Dataset entries
------------------------------------------------------------

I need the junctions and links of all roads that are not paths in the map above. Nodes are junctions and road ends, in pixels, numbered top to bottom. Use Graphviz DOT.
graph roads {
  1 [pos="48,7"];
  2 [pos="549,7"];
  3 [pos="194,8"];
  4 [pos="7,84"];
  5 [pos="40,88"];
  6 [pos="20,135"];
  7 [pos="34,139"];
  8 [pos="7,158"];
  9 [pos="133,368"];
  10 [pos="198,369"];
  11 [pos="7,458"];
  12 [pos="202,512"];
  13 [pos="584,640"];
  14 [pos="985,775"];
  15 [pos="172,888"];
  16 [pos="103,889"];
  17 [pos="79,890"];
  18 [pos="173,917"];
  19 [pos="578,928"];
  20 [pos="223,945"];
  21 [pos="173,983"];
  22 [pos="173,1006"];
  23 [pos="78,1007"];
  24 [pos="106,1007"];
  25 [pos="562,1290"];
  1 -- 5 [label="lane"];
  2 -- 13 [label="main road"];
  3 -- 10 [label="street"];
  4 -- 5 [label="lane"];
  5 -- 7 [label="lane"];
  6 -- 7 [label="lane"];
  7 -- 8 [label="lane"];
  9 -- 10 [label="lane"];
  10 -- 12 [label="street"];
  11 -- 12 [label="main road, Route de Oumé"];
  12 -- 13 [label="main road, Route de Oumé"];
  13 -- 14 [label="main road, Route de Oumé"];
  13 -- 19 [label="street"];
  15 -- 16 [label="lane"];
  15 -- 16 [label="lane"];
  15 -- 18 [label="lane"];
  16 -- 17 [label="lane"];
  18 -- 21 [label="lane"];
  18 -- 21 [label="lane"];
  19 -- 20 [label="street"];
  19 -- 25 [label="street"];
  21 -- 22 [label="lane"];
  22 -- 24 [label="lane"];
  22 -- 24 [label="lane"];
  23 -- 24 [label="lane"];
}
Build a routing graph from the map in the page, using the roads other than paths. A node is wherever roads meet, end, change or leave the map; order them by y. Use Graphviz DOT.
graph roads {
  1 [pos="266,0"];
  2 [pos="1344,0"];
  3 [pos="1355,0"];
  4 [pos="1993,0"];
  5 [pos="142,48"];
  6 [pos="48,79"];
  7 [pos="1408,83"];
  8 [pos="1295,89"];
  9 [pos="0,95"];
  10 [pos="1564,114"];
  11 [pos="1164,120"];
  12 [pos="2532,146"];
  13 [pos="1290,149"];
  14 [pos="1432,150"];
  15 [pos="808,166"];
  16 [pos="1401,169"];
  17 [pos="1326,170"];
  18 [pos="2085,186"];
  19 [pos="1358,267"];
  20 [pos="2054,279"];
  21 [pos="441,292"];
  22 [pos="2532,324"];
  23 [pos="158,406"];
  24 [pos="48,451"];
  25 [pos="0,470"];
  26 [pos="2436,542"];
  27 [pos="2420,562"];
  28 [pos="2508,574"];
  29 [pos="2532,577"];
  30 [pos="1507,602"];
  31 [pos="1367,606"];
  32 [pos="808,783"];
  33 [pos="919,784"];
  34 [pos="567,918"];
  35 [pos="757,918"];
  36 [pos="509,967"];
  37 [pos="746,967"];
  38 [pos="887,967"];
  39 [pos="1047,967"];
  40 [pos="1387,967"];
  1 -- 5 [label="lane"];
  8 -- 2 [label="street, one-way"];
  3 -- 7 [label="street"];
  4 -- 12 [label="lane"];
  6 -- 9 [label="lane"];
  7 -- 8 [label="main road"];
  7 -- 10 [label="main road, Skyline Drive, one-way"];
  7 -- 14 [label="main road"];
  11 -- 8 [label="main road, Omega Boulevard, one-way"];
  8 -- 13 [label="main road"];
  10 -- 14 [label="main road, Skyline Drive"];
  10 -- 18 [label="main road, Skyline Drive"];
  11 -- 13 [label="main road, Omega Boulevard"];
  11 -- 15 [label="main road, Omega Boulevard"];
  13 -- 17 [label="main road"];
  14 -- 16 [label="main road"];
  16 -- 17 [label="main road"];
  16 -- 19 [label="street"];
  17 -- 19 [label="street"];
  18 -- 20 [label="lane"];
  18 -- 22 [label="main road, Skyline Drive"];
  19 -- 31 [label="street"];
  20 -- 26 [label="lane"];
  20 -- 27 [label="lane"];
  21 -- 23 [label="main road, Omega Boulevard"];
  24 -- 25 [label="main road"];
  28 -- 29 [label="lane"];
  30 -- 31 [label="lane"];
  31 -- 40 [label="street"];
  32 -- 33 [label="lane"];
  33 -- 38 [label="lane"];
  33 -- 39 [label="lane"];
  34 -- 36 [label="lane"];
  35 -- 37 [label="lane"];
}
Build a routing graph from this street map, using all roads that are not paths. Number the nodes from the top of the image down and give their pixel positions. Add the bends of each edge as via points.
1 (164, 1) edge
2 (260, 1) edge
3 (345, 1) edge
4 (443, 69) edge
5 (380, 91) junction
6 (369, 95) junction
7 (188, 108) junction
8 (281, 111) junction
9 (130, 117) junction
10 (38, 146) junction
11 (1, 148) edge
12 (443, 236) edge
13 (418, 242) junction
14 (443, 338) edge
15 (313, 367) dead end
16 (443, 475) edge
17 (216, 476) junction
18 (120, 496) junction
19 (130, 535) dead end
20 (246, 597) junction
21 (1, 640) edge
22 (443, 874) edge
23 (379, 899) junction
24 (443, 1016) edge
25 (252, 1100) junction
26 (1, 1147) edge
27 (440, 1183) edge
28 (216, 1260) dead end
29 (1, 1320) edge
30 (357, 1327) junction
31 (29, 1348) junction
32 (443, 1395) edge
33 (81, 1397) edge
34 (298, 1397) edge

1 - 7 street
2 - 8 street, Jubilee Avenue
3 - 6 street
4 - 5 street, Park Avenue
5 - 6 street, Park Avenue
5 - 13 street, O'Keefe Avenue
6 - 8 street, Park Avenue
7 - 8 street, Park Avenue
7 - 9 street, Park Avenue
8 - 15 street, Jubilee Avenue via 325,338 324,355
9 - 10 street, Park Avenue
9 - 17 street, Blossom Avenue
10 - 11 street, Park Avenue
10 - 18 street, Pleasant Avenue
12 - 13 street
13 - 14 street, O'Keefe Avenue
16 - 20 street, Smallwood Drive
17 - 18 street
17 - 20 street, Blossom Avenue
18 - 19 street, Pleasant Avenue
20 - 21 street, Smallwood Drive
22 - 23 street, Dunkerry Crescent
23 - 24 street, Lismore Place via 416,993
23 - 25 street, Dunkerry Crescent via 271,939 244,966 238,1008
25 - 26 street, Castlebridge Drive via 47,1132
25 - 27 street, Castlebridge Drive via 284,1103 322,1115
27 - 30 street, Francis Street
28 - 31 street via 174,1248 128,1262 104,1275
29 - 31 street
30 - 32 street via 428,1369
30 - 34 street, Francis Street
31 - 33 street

------------------------------------------------------------

Please give the full set of data again exactly.

I need the junctions and links of all roads that are not paths in the map above. Nodes are junctions and road ends, in pixels, numbered top to bottom. Use Graphviz DOT.
graph roads {
  1 [pos="48,7"];
  2 [pos="549,7"];
  3 [pos="194,8"];
  4 [pos="7,84"];
  5 [pos="40,88"];
  6 [pos="20,135"];
  7 [pos="34,139"];
  8 [pos="7,158"];
  9 [pos="133,368"];
  10 [pos="198,369"];
  11 [pos="7,458"];
  12 [pos="202,512"];
  13 [pos="584,640"];
  14 [pos="985,775"];
  15 [pos="172,888"];
  16 [pos="103,889"];
  17 [pos="79,890"];
  18 [pos="173,917"];
  19 [pos="578,928"];
  20 [pos="223,945"];
  21 [pos="173,983"];
  22 [pos="173,1006"];
  23 [pos="78,1007"];
  24 [pos="106,1007"];
  25 [pos="562,1290"];
  1 -- 5 [label="lane"];
  2 -- 13 [label="main road"];
  3 -- 10 [label="street"];
  4 -- 5 [label="lane"];
  5 -- 7 [label="lane"];
  6 -- 7 [label="lane"];
  7 -- 8 [label="lane"];
  9 -- 10 [label="lane"];
  10 -- 12 [label="street"];
  11 -- 12 [label="main road, Route de Oumé"];
  12 -- 13 [label="main road, Route de Oumé"];
  13 -- 14 [label="main road, Route de Oumé"];
  13 -- 19 [label="street"];
  15 -- 16 [label="lane"];
  15 -- 16 [label="lane"];
  15 -- 18 [label="lane"];
  16 -- 17 [label="lane"];
  18 -- 21 [label="lane"];
  18 -- 21 [label="lane"];
  19 -- 20 [label="street"];
  19 -- 25 [label="street"];
  21 -- 22 [label="lane"];
  22 -- 24 [label="lane"];
  22 -- 24 [label="lane"];
  23 -- 24 [label="lane"];
}
Build a routing graph from the map in the page, using the roads other than paths. A node is wherever roads meet, end, change or leave the map; order them by y. Use Graphviz DOT.
graph roads {
  1 [pos="266,0"];
  2 [pos="1344,0"];
  3 [pos="1355,0"];
  4 [pos="1993,0"];
  5 [pos="142,48"];
  6 [pos="48,79"];
  7 [pos="1408,83"];
  8 [pos="1295,89"];
  9 [pos="0,95"];
  10 [pos="1564,114"];
  11 [pos="1164,120"];
  12 [pos="2532,146"];
  13 [pos="1290,149"];
  14 [pos="1432,150"];
  15 [pos="808,166"];
  16 [pos="1401,169"];
  17 [pos="1326,170"];
  18 [pos="2085,186"];
  19 [pos="1358,267"];
  20 [pos="2054,279"];
  21 [pos="441,292"];
  22 [pos="2532,324"];
  23 [pos="158,406"];
  24 [pos="48,451"];
  25 [pos="0,470"];
  26 [pos="2436,542"];
  27 [pos="2420,562"];
  28 [pos="2508,574"];
  29 [pos="2532,577"];
  30 [pos="1507,602"];
  31 [pos="1367,606"];
  32 [pos="808,783"];
  33 [pos="919,784"];
  34 [pos="567,918"];
  35 [pos="757,918"];
  36 [pos="509,967"];
  37 [pos="746,967"];
  38 [pos="887,967"];
  39 [pos="1047,967"];
  40 [pos="1387,967"];
  1 -- 5 [label="lane"];
  8 -- 2 [label="street, one-way"];
  3 -- 7 [label="street"];
  4 -- 12 [label="lane"];
  6 -- 9 [label="lane"];
  7 -- 8 [label="main road"];
  7 -- 10 [label="main road, Skyline Drive, one-way"];
  7 -- 14 [label="main road"];
  11 -- 8 [label="main road, Omega Boulevard, one-way"];
  8 -- 13 [label="main road"];
  10 -- 14 [label="main road, Skyline Drive"];
  10 -- 18 [label="main road, Skyline Drive"];
  11 -- 13 [label="main road, Omega Boulevard"];
  11 -- 15 [label="main road, Omega Boulevard"];
  13 -- 17 [label="main road"];
  14 -- 16 [label="main road"];
  16 -- 17 [label="main road"];
  16 -- 19 [label="street"];
  17 -- 19 [label="street"];
  18 -- 20 [label="lane"];
  18 -- 22 [label="main road, Skyline Drive"];
  19 -- 31 [label="street"];
  20 -- 26 [label="lane"];
  20 -- 27 [label="lane"];
  21 -- 23 [label="main road, Omega Boulevard"];
  24 -- 25 [label="main road"];
  28 -- 29 [label="lane"];
  30 -- 31 [label="lane"];
  31 -- 40 [label="street"];
  32 -- 33 [label="lane"];
  33 -- 38 [label="lane"];
  33 -- 39 [label="lane"];
  34 -- 36 [label="lane"];
  35 -- 37 [label="lane"];
}
Build a routing graph from this street map, using all roads that are not paths. Number the nodes from the top of the image down and give their pixel positions. Add the bends of each edge as via points.
1 (164, 1) edge
2 (260, 1) edge
3 (345, 1) edge
4 (443, 69) edge
5 (380, 91) junction
6 (369, 95) junction
7 (188, 108) junction
8 (281, 111) junction
9 (130, 117) junction
10 (38, 146) junction
11 (1, 148) edge
12 (443, 236) edge
13 (418, 242) junction
14 (443, 338) edge
15 (313, 367) dead end
16 (443, 475) edge
17 (216, 476) junction
18 (120, 496) junction
19 (130, 535) dead end
20 (246, 597) junction
21 (1, 640) edge
22 (443, 874) edge
23 (379, 899) junction
24 (443, 1016) edge
25 (252, 1100) junction
26 (1, 1147) edge
27 (440, 1183) edge
28 (216, 1260) dead end
29 (1, 1320) edge
30 (357, 1327) junction
31 (29, 1348) junction
32 (443, 1395) edge
33 (81, 1397) edge
34 (298, 1397) edge

1 - 7 street
2 - 8 street, Jubilee Avenue
3 - 6 street
4 - 5 street, Park Avenue
5 - 6 street, Park Avenue
5 - 13 street, O'Keefe Avenue
6 - 8 street, Park Avenue
7 - 8 street, Park Avenue
7 - 9 street, Park Avenue
8 - 15 street, Jubilee Avenue via 325,338 324,355
9 - 10 street, Park Avenue
9 - 17 street, Blossom Avenue
10 - 11 street, Park Avenue
10 - 18 street, Pleasant Avenue
12 - 13 street
13 - 14 street, O'Keefe Avenue
16 - 20 street, Smallwood Drive
17 - 18 street
17 - 20 street, Blossom Avenue
18 - 19 street, Pleasant Avenue
20 - 21 street, Smallwood Drive
22 - 23 street, Dunkerry Crescent
23 - 24 street, Lismore Place via 416,993
23 - 25 street, Dunkerry Crescent via 271,939 244,966 238,1008
25 - 26 street, Castlebridge Drive via 47,1132
25 - 27 street, Castlebridge Drive via 284,1103 322,1115
27 - 30 street, Francis Street
28 - 31 street via 174,1248 128,1262 104,1275
29 - 31 street
30 - 32 street via 428,1369
30 - 34 street, Francis Street
31 - 33 street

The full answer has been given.